Optimal control of posterior belief over a finite horizon

Question

Optimal control of posterior belief over a finite horizon

99 Views Asked by Bumbble Comm At 14 May 2026 - 3:24

$\large \textbf{Preface:}\ $ Below I describe a dynamic programming problem I am not sure how to formalize. In short: a (Bayesian-updating) agent sequentially runs costly experiments over a finite number of periods before predicting an unknown. The agent essentially wants to "control" the posterior belief they will have at the time they have to make the prediction. (It is sort of like a finite-horizon bandit problem but with $\textit{only}$ a terminal payoff).

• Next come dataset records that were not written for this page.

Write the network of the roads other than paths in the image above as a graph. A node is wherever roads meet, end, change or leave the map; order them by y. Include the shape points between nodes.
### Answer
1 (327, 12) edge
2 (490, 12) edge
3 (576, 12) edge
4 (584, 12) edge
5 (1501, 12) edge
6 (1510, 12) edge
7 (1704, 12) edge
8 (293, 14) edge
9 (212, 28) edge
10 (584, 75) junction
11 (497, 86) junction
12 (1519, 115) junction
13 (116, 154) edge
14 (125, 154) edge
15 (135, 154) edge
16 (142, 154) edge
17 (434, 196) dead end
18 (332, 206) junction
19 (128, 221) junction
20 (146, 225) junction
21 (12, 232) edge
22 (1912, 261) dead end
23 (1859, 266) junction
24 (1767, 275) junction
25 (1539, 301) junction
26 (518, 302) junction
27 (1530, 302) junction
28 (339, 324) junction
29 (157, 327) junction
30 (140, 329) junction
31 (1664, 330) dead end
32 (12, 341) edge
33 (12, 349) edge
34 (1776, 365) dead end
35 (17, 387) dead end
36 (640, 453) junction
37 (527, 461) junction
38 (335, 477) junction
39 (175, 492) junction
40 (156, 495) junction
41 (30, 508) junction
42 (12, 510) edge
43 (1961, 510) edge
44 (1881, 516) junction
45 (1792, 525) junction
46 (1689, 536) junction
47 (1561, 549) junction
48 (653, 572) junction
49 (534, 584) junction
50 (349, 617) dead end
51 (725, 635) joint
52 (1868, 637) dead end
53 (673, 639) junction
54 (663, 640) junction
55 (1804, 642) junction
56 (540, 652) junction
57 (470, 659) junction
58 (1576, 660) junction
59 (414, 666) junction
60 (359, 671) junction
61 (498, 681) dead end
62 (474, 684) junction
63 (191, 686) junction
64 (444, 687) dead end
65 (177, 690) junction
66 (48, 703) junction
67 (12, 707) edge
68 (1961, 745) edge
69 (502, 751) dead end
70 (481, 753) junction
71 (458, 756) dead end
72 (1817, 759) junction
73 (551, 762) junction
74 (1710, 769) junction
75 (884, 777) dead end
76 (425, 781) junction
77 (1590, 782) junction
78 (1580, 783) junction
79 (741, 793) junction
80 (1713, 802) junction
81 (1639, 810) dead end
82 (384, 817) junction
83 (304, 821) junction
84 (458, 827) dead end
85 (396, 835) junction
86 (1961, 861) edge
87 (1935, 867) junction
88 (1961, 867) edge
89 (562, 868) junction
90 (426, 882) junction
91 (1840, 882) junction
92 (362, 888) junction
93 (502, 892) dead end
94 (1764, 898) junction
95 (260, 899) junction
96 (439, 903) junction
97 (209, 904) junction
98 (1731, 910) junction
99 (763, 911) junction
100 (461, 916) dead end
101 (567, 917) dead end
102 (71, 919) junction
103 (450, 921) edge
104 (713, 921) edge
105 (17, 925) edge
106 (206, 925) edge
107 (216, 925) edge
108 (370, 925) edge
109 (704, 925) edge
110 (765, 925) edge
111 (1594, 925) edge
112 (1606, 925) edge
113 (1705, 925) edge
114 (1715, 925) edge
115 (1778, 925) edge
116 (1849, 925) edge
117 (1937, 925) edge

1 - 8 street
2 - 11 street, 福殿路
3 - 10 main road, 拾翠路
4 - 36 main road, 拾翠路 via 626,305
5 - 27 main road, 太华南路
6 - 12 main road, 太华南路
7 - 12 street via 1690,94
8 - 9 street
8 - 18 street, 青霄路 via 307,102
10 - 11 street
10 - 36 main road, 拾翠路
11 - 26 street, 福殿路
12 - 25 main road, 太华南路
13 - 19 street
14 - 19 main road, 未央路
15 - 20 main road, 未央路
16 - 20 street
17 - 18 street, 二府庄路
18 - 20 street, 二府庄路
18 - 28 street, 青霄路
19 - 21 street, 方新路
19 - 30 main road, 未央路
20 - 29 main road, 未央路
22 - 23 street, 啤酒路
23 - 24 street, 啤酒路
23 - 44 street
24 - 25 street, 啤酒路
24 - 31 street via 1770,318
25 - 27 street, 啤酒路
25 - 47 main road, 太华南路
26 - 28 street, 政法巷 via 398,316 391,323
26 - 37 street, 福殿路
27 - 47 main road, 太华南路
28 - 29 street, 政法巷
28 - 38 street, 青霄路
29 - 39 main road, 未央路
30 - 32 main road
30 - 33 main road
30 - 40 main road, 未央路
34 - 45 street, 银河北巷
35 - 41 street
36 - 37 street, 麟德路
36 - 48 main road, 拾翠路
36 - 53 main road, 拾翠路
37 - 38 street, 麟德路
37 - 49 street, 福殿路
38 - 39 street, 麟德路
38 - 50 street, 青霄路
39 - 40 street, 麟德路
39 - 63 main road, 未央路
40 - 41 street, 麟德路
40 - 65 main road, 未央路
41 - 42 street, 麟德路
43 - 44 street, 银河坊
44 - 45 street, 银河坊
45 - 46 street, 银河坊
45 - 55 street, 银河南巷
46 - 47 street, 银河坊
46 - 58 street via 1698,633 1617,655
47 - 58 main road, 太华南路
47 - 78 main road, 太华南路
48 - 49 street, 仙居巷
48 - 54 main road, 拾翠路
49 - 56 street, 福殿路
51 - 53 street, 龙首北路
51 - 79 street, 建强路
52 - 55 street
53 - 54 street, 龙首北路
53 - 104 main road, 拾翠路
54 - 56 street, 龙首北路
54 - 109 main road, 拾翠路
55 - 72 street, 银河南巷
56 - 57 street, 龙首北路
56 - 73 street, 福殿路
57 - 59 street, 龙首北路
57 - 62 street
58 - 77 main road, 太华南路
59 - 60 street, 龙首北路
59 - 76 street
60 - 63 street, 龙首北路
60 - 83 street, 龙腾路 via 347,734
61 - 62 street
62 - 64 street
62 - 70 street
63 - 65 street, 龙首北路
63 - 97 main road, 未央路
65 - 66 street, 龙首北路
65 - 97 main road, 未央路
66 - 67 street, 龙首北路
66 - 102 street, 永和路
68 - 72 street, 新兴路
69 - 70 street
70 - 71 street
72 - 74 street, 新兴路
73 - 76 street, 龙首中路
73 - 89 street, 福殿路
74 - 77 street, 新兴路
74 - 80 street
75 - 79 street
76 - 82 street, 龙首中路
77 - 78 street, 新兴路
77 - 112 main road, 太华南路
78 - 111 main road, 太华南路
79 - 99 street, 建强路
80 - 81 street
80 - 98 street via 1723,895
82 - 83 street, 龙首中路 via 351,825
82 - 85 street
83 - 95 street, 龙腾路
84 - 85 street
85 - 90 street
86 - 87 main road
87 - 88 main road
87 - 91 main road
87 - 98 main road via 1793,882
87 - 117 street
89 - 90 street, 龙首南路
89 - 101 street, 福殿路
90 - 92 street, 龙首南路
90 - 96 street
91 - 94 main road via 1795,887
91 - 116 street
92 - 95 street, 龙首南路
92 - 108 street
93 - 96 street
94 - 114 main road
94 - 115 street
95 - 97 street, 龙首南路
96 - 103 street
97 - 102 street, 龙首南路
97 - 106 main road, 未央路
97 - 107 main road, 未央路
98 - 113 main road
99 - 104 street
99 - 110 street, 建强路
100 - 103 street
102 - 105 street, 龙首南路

The problem is described in detail below; this is followed by my questions and my progress thus far. I employ footnotes (denoted $^{[n]}$, $n\in\mathbb{N}$) to "declutter'' while preserving details you may find useful.

Thank you very much to anyone who takes the time to consider my question. Please let me know if any clarification/further detail is needed.

$\large \textbf{Problem Description} $ This problem essentially considers an $\textit{agent}$ who learns about a random variable ("state") $Y$ over $T\in\mathbb{N}$ time periods. First, $Y\sim\text{Bernoulli}(\mu)$ is drawn; the agent does not observe the realization $y\in\{0,1\}$ of $Y$ but has a "correct" prior belief.$^{[1]}$ Each $\textit{period}$ $t\in\{1,2,...,T\}$ has the following timing:

First, the agent chooses $\alpha_t\in[0,1]$ at cost $c(\alpha_t)$.$^{[2]}$
Agent observes realization $z_{t}\in\{0,1\}$ of random variable ("signal") $Z_t$ with conditional pmf $\psi(\cdot|y,\alpha_t)$. Assume that \begin{equation} \psi(1|y,\alpha_t) = \text{Prob}\{Z_t=1|Y=y,\alpha_t\} = \begin{cases} \frac{1}{2}-\left(\beta-\frac{1}{2}\right)\alpha_t , & \text{if } y = 0\\ \frac{1}{2}+\left(\beta-\frac{1}{2}\right)\alpha_t , & \text{if } y = 1 \end{cases}, \qquad (1) \end{equation} where $\beta\in (.5,1)$; of course, $\psi(0|y,\alpha_t)=1-\psi(1|y,\alpha_t)$.$^{[3]}$
Agent forms posterior "belief" (distribution) about $Y$ using Bayes' rule. Denote this by $b_t(\cdot|\boldsymbol{h}_t)$, where $\boldsymbol{h}_t \equiv (\alpha_1,z_1,...,\alpha_t,z_t)$ is the "history" of past signal realizations and $\alpha_{\bullet}$ choices. (In an abuse of notation let $h_0\equiv\emptyset$.)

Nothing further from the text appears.